- What you need to do: Check every line of the material for the word "index". Copy those that have it.

[Listed records Boundary: Start]

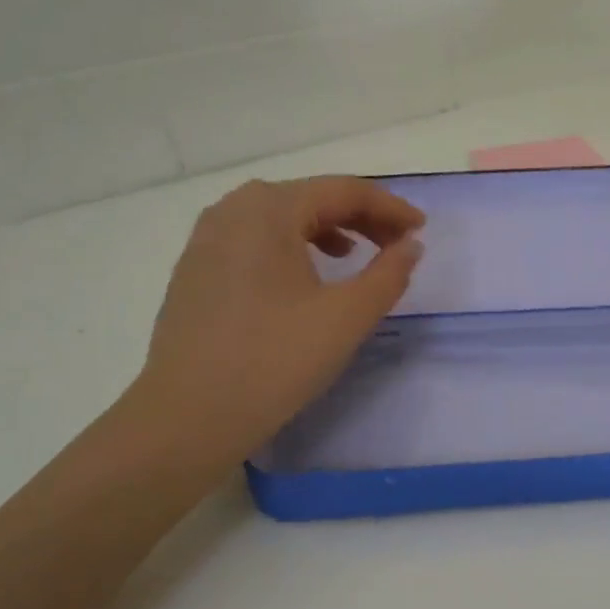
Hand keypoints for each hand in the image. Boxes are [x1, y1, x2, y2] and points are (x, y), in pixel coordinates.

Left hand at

[Listed records Boundary: End]
[Listed records Boundary: Start]

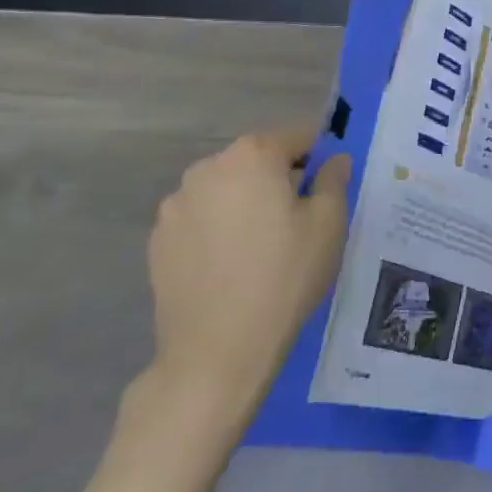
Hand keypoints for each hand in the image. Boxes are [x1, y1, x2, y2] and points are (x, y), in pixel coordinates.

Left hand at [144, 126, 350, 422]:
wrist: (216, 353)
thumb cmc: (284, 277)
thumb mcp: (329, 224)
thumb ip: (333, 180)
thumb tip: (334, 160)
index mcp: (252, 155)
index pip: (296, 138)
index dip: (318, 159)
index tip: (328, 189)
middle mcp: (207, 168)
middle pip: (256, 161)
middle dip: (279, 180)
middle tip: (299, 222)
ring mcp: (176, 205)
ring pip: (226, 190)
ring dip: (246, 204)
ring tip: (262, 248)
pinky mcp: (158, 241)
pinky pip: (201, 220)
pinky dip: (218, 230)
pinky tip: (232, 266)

[Listed records Boundary: End]
[Listed records Boundary: Start]

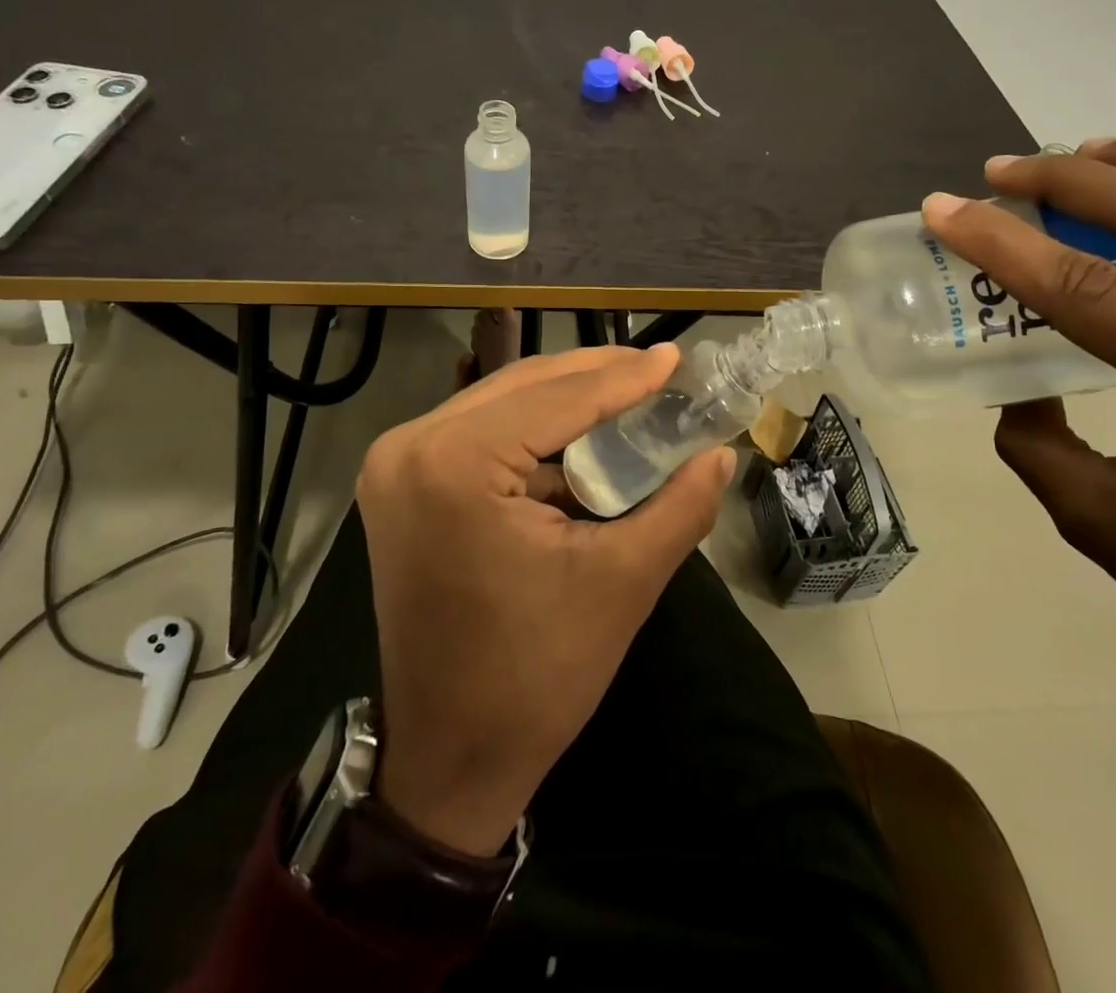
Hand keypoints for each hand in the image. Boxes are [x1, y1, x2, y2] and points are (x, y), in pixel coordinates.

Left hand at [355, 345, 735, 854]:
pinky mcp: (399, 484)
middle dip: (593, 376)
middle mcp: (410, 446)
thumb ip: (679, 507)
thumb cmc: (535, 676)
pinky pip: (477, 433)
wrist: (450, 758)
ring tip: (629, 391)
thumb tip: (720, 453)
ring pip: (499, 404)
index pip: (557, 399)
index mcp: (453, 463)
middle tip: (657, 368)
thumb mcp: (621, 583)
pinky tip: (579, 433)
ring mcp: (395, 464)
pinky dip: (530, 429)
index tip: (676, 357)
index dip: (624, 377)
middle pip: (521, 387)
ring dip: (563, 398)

[Listed records Boundary: End]

- Finished task:
index mcp: (252, 155)
index pip: (296, 138)
index dip: (318, 159)
index tip: (328, 189)
index pip: (557, 399)
index mcp: (453, 463)
index tip: (676, 357)
index dip: (624, 377)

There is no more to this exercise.